== WHAT NEEDS TO BE DONE ==
Only the lines below from the one that contains "middle mcp: (33, 237)" through the one that contains "thumb ip: (412, 560)" should appear in your answer, exact and without pictures.

== ENTRIES SHOWN ==
____

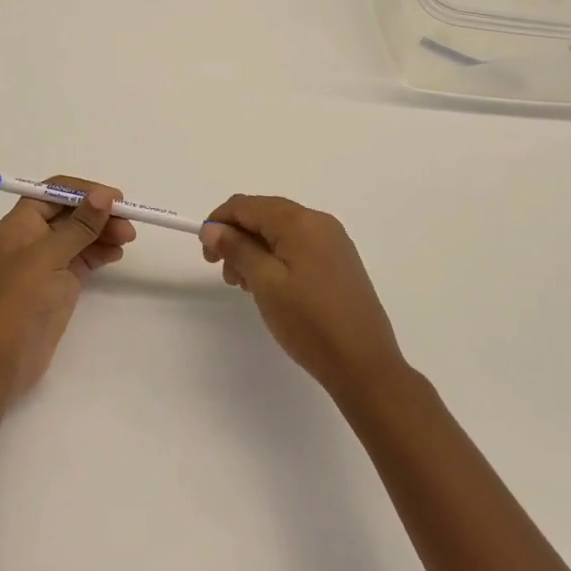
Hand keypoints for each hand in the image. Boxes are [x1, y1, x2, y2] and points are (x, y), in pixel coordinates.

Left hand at [0, 177, 136, 399]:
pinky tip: (117, 253)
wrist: (5, 358)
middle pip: (70, 213)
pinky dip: (100, 252)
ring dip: (104, 232)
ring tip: (128, 239)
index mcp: (20, 223)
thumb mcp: (50, 256)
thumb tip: (104, 195)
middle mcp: (33, 237)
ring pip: (80, 235)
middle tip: (129, 222)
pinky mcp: (59, 282)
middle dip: (99, 214)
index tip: (116, 198)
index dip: (85, 190)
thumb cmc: (21, 299)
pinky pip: (83, 257)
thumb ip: (80, 225)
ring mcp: (47, 261)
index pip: (55, 192)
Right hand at [201, 195, 406, 397]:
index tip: (206, 254)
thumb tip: (212, 228)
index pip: (246, 205)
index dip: (219, 222)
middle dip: (237, 237)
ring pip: (281, 232)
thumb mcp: (265, 283)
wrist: (364, 365)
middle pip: (264, 214)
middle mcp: (319, 222)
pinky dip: (276, 258)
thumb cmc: (309, 322)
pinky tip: (271, 287)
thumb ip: (237, 249)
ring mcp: (333, 242)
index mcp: (300, 221)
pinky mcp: (340, 262)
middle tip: (226, 275)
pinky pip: (298, 246)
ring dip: (255, 250)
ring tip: (246, 286)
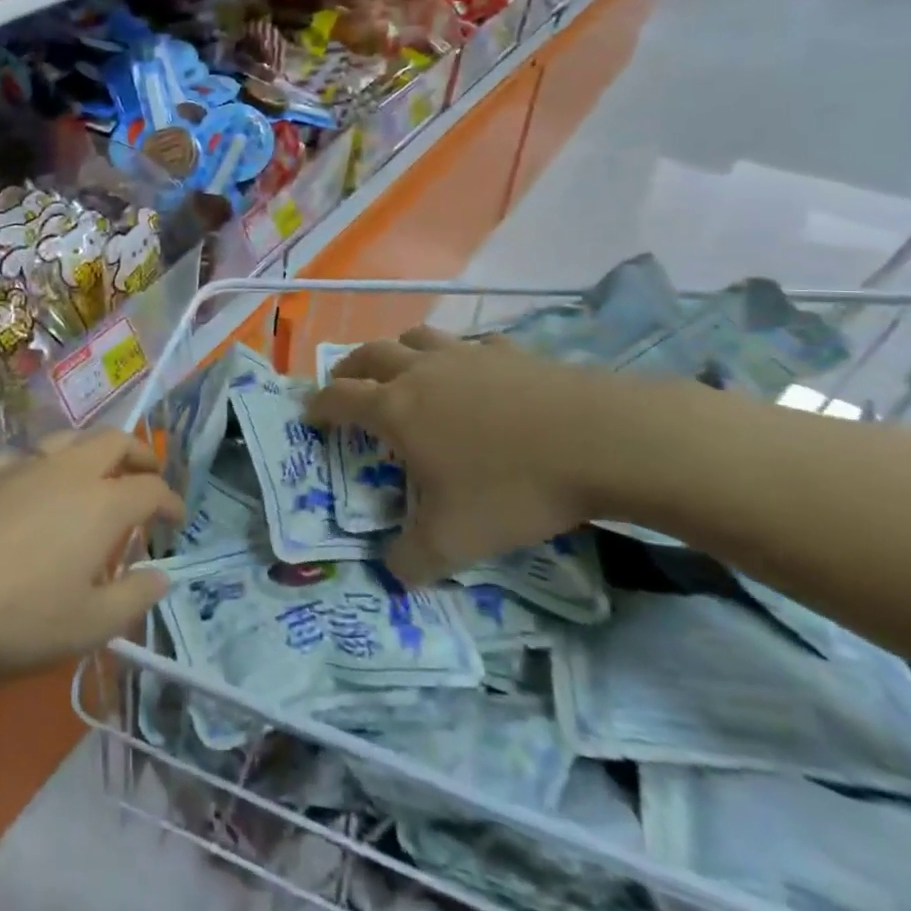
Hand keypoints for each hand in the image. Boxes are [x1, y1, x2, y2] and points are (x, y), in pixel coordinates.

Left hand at [0, 430, 183, 675]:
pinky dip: (43, 466)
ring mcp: (20, 466)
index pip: (151, 489)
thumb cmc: (12, 620)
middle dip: (140, 454)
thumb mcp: (86, 628)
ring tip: (94, 474)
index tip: (177, 519)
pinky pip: (24, 457)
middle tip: (148, 475)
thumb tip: (162, 576)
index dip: (170, 501)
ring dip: (92, 450)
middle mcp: (66, 472)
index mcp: (101, 504)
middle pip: (114, 442)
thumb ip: (133, 598)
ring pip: (68, 438)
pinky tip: (29, 491)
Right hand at [306, 328, 646, 585]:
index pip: (338, 398)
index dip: (318, 407)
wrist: (600, 440)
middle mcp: (422, 372)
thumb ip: (412, 560)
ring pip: (416, 338)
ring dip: (399, 351)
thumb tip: (393, 573)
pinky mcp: (511, 352)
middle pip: (369, 355)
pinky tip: (476, 375)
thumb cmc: (512, 487)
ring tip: (403, 371)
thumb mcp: (455, 541)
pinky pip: (473, 345)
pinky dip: (460, 356)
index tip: (309, 417)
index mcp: (396, 409)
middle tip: (346, 385)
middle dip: (349, 369)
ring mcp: (467, 356)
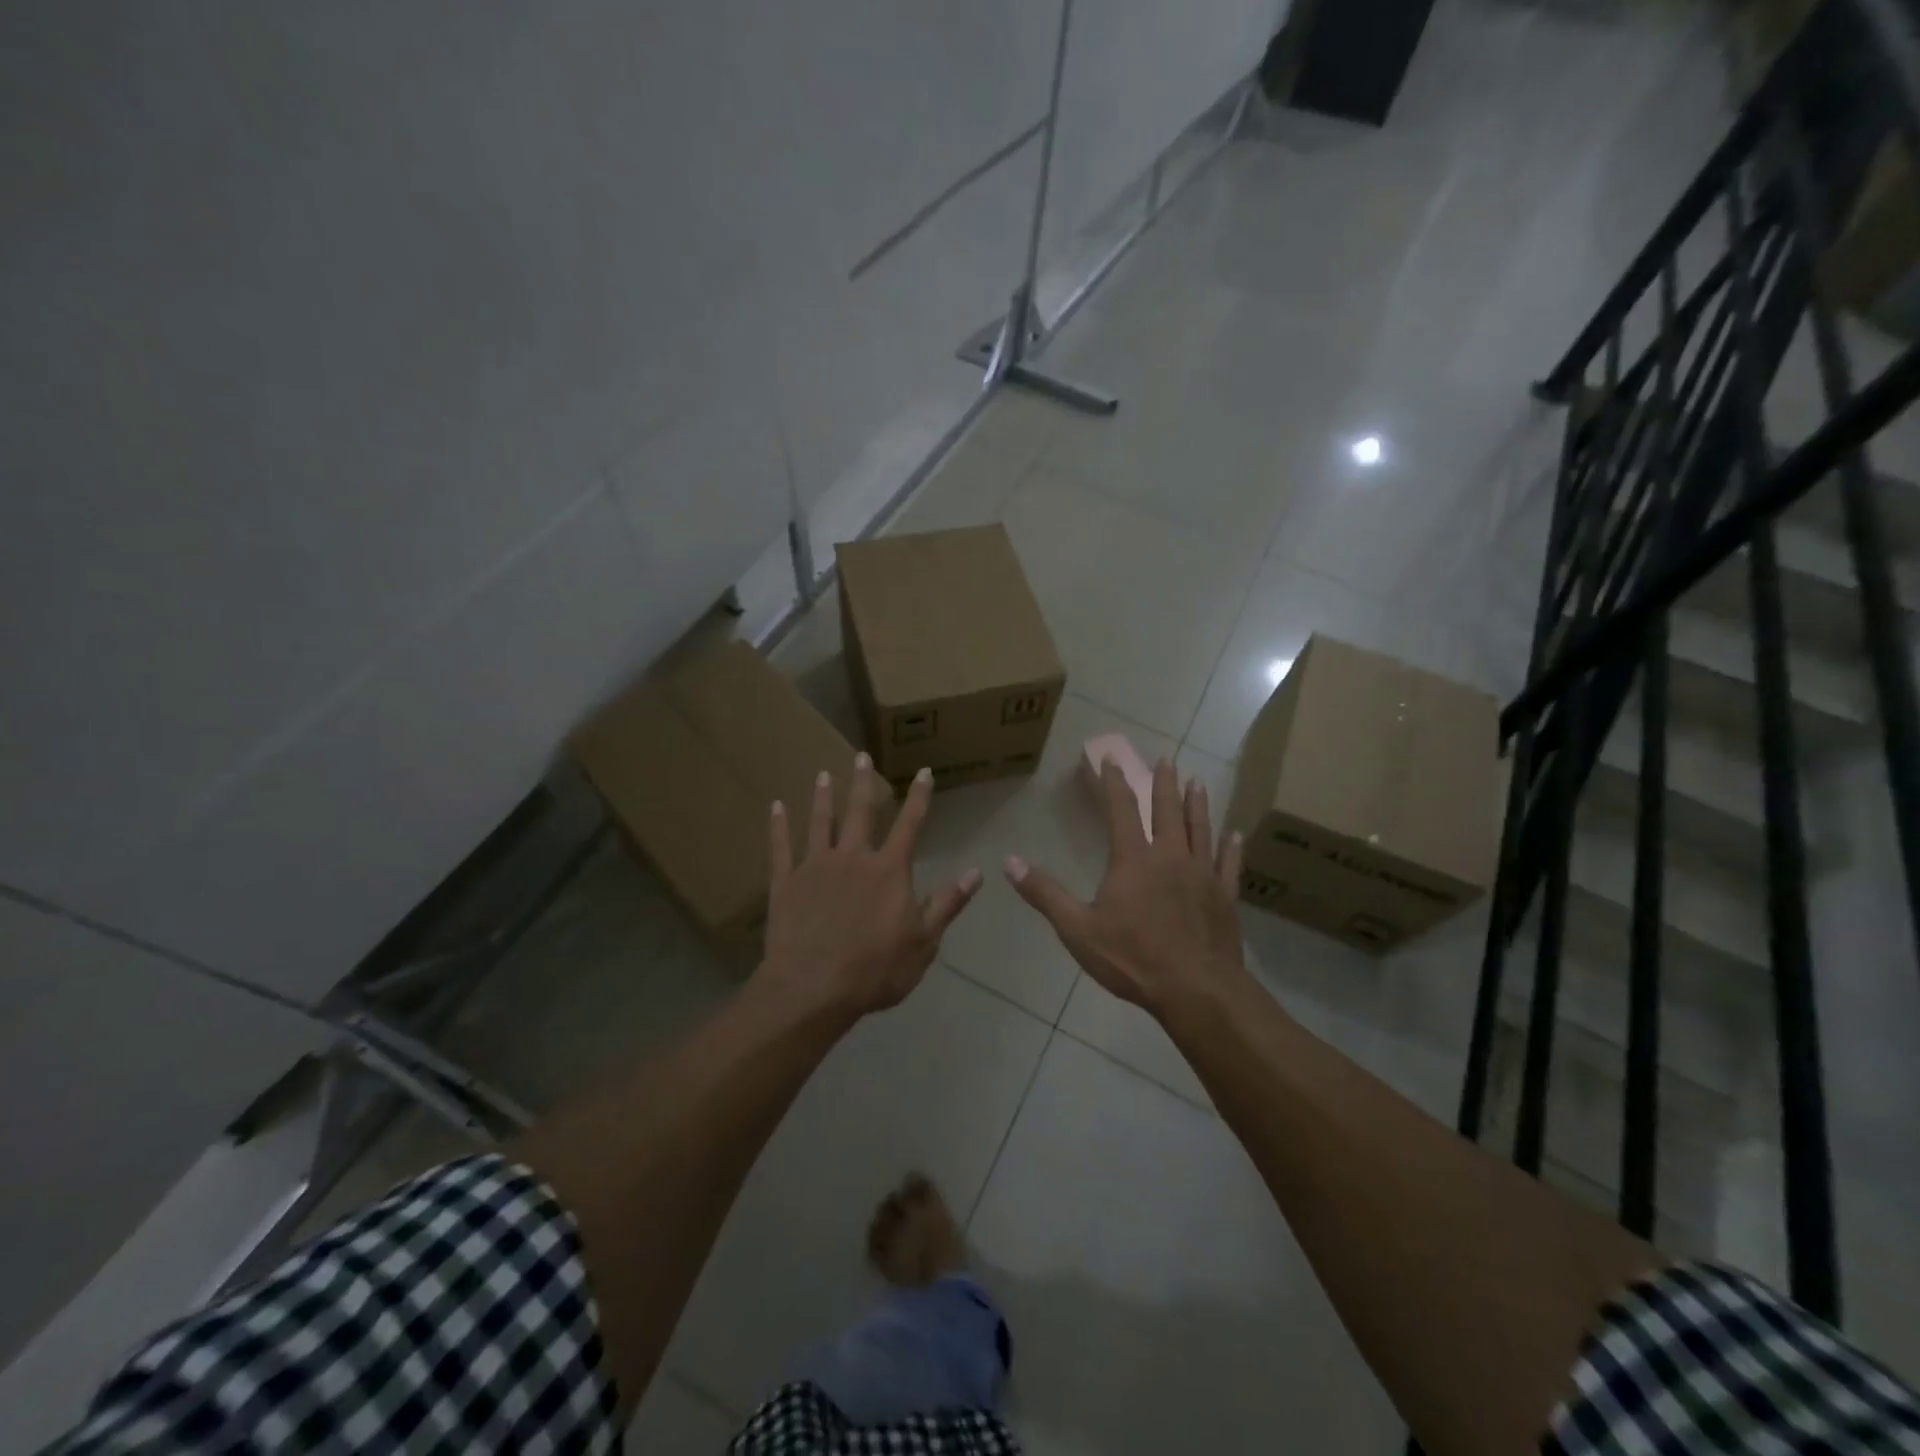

____

== EXERCISE ANSWER ==
middle mcp: (33, 237)
ring pip: (80, 235)
middle tip: (129, 222)
pinky mcp: (59, 282)
middle dip: (99, 214)
index tip: (116, 198)
index dip: (85, 190)
thumb cmc: (21, 299)
pinky pip: (83, 257)
thumb ip: (80, 225)
ring mcp: (47, 261)
index pip: (55, 192)
Right hand at [201, 195, 406, 397]:
index tip: (206, 254)
thumb tip: (212, 228)
index pip: (246, 205)
index dip: (219, 222)
middle dip: (237, 237)
ring pip: (281, 232)
thumb mcp: (265, 283)
wrist: (364, 365)
middle pip: (264, 214)
middle mcp: (319, 222)
pinky dip: (276, 258)
thumb cmc: (309, 322)
pinky tip: (271, 287)
thumb ip: (237, 249)
ring mcp: (333, 242)
index mcp: (300, 221)
pinky mcp: (340, 262)
middle tip: (226, 275)
pinky pip: (298, 246)
ring dip: (255, 250)
ring tip: (246, 286)
Hand keypoints for each hand in the image. Boxes are [x1, y1, x2, y2] and points are (x, y), in pixel coordinates.

Left hand at [0, 430, 183, 675]:
pinky dip: (43, 466)
ring mcp: (20, 466)
index pip: (151, 489)
thumb cmc: (12, 620)
middle dip: (140, 454)
thumb mcp: (86, 628)
ring tip: (94, 474)
index tip: (177, 519)
pinky pip: (24, 457)
middle tip: (148, 475)
thumb tip: (162, 576)
index dip: (170, 501)
ring dip: (92, 450)
middle mcp: (66, 472)
index mcp: (101, 504)
middle pip: (114, 442)
thumb ip: (133, 598)
ring pip: (68, 438)
pinky tip: (29, 491)
Right hand at [306, 328, 646, 585]:
index pip: (338, 398)
index dip: (318, 407)
wrist: (600, 440)
middle mcp: (422, 372)
thumb ip: (412, 560)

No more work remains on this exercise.